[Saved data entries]
= = = = =

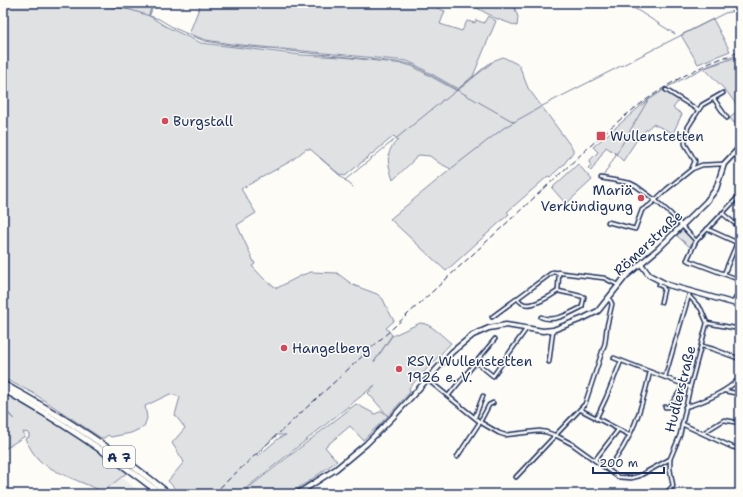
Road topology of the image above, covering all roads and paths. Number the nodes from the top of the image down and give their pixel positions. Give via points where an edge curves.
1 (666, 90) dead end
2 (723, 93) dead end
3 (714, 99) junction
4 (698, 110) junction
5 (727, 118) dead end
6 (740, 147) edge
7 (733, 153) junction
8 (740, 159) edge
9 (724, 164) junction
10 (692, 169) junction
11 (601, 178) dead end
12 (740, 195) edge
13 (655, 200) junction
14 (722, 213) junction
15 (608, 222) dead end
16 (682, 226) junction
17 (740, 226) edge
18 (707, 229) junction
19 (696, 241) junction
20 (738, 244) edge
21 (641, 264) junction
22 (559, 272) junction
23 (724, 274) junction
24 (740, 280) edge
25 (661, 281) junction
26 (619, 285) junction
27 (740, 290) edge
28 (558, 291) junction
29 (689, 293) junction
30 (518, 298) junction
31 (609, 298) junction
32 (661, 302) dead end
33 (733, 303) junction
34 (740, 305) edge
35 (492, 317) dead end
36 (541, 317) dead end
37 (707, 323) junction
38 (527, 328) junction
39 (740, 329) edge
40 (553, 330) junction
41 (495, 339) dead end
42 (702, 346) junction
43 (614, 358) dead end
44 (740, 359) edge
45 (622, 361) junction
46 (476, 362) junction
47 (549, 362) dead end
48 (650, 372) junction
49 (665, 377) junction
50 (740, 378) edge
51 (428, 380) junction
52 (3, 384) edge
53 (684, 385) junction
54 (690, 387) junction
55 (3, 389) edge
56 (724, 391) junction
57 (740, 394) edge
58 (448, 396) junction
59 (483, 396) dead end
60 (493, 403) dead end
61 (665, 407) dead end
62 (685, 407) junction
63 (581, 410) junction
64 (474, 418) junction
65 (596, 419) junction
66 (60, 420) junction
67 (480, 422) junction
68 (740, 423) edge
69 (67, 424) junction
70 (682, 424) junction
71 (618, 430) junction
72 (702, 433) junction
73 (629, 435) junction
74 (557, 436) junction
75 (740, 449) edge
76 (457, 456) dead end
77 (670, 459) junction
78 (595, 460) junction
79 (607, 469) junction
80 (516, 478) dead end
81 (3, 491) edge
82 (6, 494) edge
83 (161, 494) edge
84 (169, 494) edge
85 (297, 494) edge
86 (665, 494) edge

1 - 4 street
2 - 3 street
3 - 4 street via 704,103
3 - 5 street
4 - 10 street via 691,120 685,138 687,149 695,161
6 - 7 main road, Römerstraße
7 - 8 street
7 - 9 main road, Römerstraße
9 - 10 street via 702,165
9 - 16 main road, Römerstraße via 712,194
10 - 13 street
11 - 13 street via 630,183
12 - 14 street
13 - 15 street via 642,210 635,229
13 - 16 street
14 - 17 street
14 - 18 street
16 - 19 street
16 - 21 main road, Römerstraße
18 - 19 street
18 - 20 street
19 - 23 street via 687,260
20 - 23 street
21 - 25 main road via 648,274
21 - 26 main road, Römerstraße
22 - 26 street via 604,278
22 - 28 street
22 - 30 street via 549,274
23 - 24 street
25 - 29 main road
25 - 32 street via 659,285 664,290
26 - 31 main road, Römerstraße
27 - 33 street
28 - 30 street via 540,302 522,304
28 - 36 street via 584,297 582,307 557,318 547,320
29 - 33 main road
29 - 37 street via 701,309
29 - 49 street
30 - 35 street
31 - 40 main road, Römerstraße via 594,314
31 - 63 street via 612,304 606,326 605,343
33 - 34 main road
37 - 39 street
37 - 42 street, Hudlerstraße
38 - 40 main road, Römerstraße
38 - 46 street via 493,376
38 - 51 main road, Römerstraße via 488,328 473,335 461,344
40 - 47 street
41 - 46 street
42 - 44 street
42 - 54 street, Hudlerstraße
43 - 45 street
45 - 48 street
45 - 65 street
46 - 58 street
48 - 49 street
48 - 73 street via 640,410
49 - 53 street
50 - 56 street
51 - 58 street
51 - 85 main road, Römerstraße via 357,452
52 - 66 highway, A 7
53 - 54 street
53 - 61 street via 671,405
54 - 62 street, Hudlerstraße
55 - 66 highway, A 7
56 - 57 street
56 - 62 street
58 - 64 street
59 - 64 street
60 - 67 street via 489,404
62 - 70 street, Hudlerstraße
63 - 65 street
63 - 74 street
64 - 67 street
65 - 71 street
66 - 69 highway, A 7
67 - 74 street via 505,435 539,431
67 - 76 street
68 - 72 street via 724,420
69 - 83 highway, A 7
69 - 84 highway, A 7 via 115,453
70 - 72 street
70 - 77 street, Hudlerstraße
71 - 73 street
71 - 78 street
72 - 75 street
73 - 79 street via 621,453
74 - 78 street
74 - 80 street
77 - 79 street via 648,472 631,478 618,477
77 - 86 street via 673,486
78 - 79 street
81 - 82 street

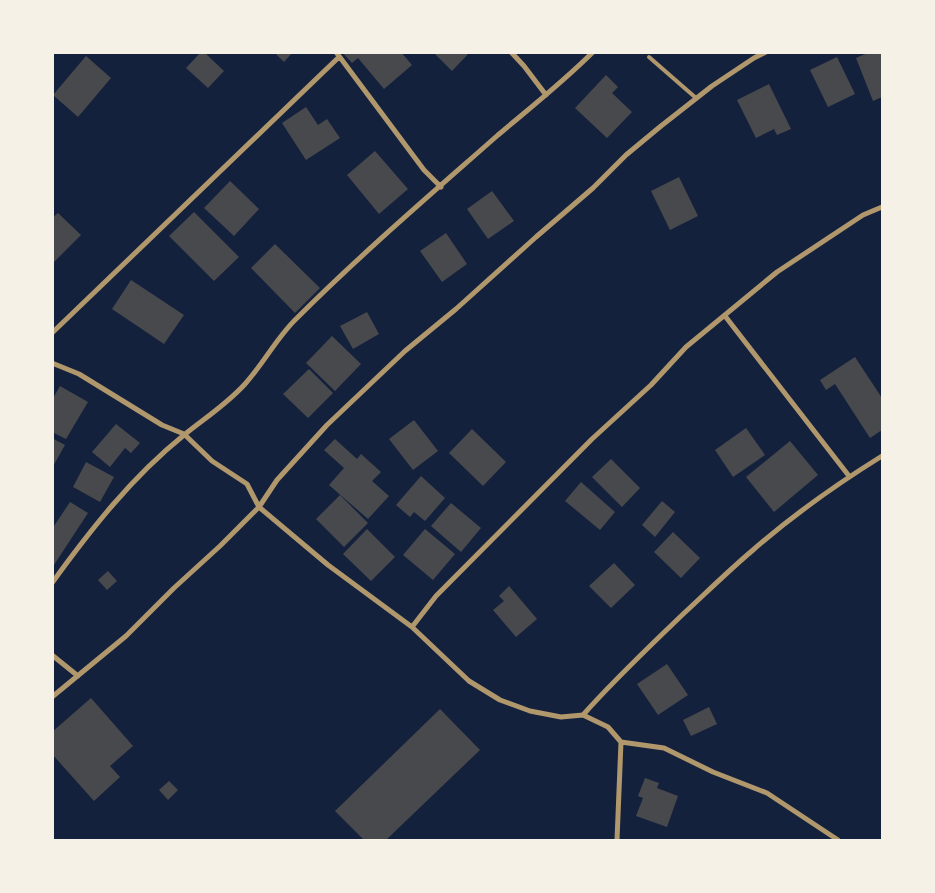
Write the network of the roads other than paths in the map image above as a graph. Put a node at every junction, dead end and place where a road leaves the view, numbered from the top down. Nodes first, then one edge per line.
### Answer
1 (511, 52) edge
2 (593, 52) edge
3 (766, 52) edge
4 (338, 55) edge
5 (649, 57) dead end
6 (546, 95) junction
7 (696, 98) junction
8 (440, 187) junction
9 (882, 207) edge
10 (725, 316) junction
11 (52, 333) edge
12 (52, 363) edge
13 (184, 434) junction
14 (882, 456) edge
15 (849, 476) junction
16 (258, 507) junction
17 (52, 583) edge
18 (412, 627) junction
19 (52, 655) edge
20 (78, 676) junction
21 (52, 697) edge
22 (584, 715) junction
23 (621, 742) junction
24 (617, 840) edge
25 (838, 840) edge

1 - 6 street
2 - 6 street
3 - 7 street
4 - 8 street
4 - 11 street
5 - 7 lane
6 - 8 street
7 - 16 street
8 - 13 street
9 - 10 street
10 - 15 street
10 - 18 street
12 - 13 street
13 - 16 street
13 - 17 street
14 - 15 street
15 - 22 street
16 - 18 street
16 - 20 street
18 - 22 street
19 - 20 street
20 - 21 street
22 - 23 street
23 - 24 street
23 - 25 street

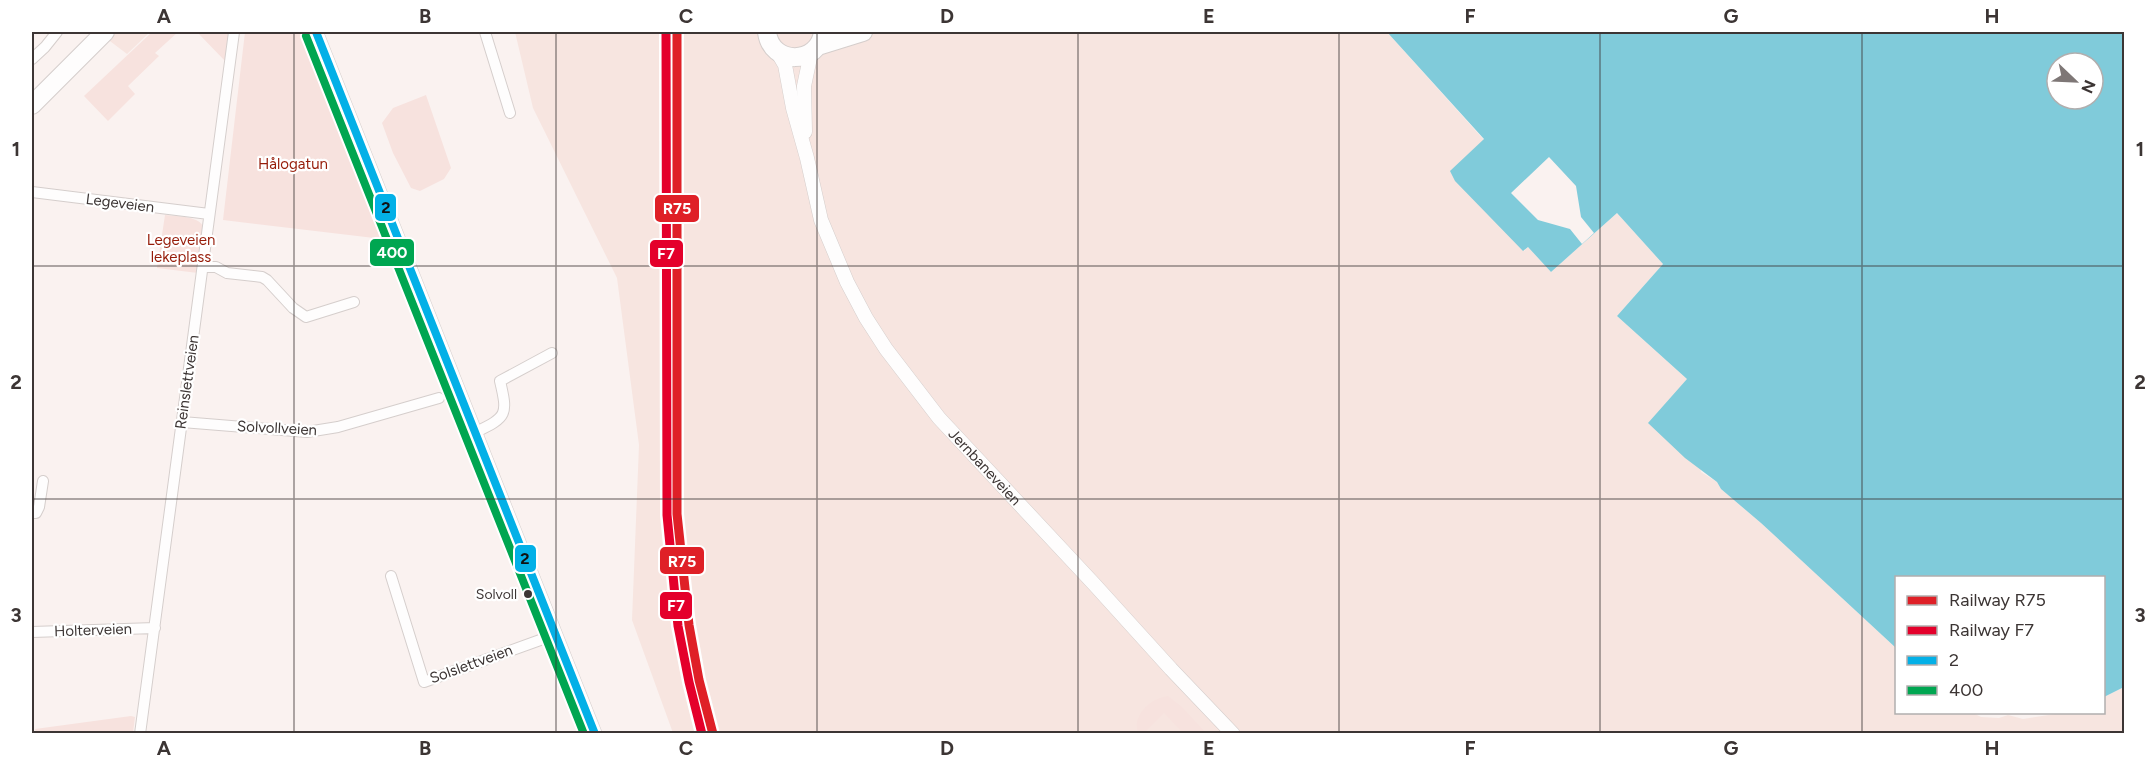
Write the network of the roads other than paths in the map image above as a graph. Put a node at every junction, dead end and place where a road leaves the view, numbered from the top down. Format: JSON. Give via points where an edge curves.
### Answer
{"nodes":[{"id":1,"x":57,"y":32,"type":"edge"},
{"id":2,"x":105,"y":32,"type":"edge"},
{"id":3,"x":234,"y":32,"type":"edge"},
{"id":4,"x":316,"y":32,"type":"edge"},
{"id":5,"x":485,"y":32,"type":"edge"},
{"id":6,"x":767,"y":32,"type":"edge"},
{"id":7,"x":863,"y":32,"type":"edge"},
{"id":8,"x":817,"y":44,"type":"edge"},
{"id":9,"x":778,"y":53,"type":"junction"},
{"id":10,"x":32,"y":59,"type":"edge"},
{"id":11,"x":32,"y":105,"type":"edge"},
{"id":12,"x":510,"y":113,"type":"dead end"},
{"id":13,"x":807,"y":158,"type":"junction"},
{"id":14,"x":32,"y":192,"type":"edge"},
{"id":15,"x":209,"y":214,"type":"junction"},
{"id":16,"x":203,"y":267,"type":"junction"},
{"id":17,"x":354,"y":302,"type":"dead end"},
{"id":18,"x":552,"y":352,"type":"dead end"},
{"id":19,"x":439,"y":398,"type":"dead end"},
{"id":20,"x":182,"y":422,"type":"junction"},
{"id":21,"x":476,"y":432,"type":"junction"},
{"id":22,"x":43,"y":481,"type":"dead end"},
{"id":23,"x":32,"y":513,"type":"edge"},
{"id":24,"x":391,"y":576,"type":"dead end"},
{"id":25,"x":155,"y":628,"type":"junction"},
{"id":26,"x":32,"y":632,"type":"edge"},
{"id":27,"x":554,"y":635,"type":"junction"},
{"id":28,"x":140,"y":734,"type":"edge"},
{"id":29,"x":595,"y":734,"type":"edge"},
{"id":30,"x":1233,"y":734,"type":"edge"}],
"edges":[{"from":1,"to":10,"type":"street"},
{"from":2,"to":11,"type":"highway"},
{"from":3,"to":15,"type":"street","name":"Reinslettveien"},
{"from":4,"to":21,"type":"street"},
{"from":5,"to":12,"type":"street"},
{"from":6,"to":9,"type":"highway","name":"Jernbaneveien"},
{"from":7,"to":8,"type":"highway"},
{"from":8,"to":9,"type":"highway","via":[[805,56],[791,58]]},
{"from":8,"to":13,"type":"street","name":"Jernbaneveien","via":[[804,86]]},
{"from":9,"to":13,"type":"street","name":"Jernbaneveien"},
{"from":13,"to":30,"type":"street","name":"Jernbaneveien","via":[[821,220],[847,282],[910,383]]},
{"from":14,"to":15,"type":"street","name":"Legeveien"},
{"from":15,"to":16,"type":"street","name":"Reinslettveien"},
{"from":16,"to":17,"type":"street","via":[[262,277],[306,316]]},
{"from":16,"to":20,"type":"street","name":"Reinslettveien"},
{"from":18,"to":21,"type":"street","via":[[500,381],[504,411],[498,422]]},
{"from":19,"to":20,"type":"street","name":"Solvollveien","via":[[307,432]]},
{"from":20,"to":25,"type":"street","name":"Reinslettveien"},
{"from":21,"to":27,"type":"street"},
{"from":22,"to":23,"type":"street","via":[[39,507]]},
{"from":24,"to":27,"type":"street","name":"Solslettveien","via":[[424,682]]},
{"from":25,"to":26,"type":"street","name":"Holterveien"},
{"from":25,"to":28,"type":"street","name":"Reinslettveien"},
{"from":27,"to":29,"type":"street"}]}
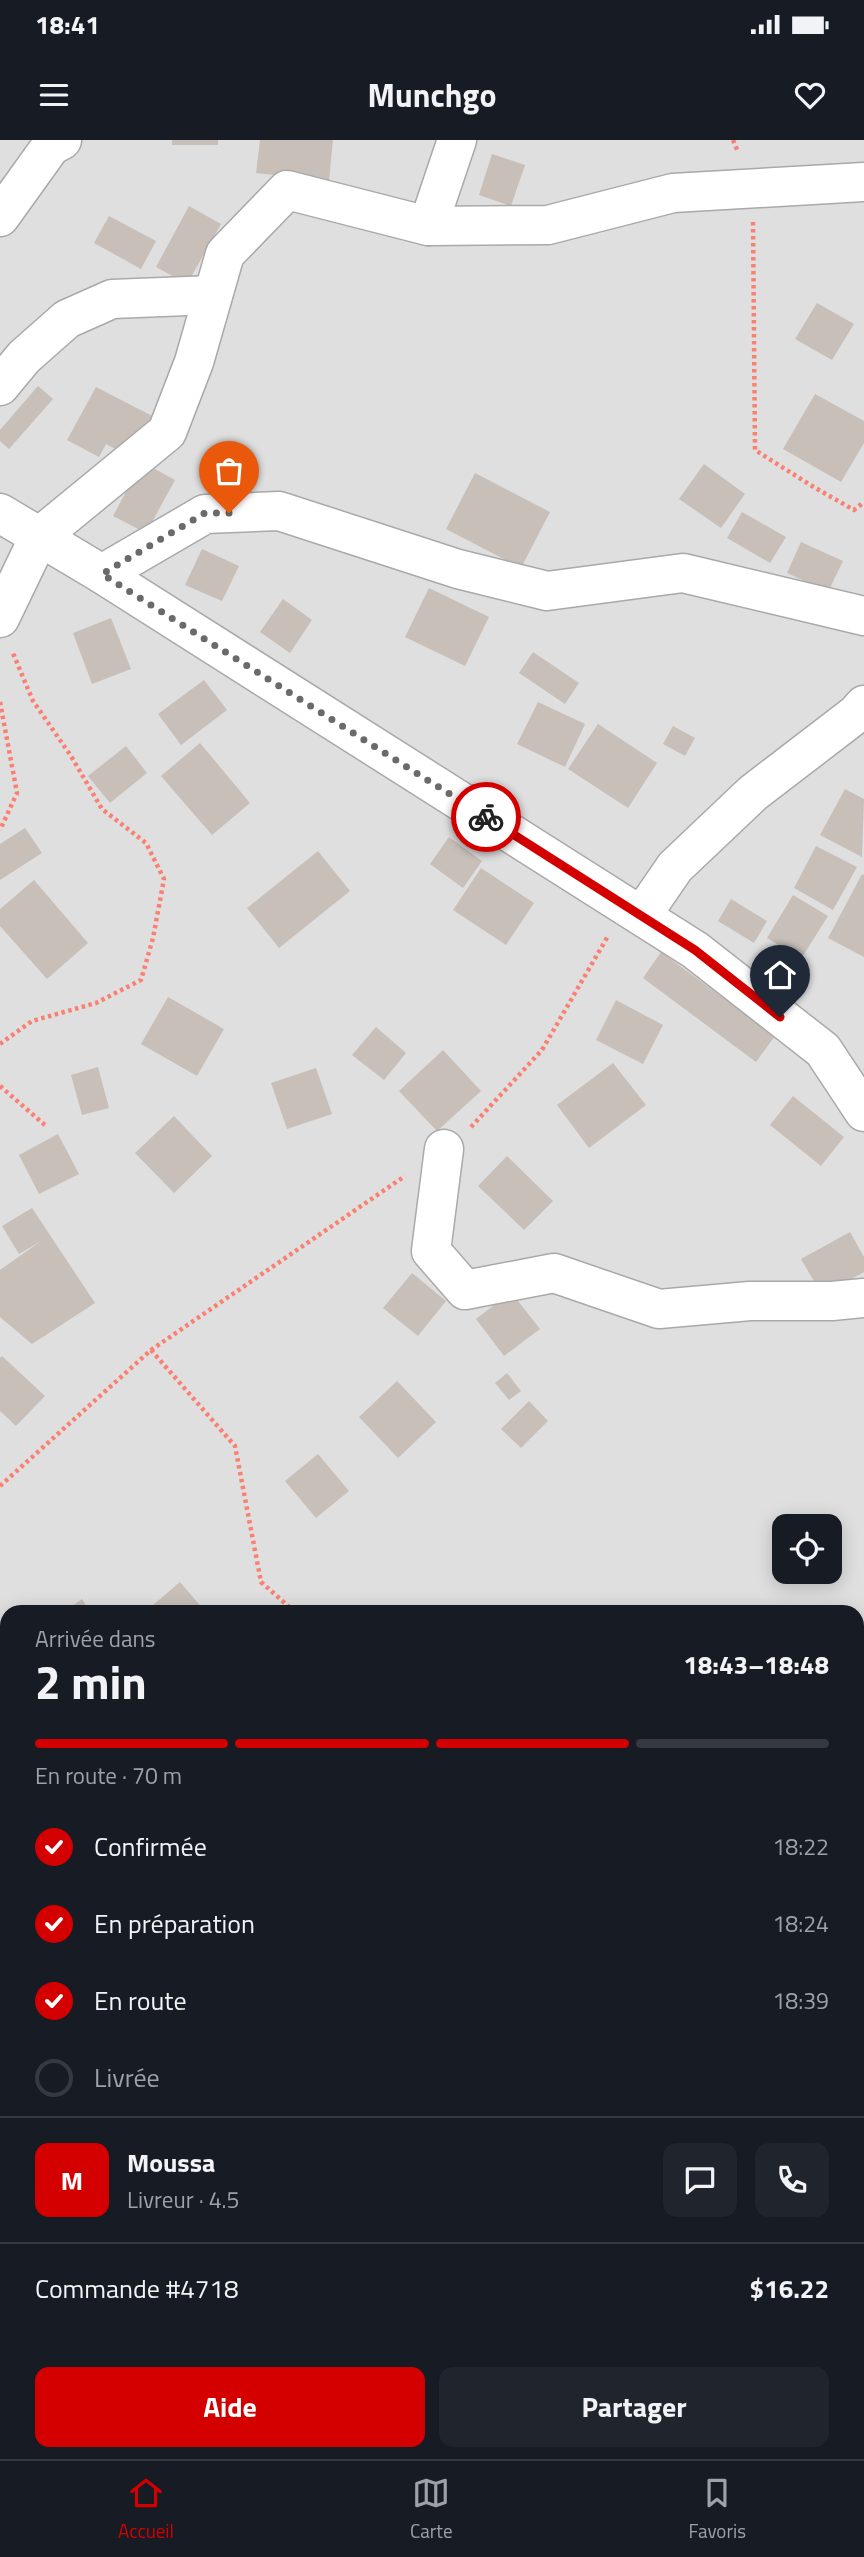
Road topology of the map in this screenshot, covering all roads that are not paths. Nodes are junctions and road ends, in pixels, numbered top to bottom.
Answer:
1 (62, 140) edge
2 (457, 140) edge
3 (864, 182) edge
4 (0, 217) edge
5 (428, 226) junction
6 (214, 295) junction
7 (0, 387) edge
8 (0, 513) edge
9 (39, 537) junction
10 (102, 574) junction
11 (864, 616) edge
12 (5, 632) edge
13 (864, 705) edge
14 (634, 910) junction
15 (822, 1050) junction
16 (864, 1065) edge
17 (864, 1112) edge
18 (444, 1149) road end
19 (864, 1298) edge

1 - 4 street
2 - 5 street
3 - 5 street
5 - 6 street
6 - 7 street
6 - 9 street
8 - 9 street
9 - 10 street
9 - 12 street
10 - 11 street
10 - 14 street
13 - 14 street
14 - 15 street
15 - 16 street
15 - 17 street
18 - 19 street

= = = = =

__Task brief__:
A lone number is the expected answer: the count of lines in these entries holding the string "Reinslettveien".

__Result__:
5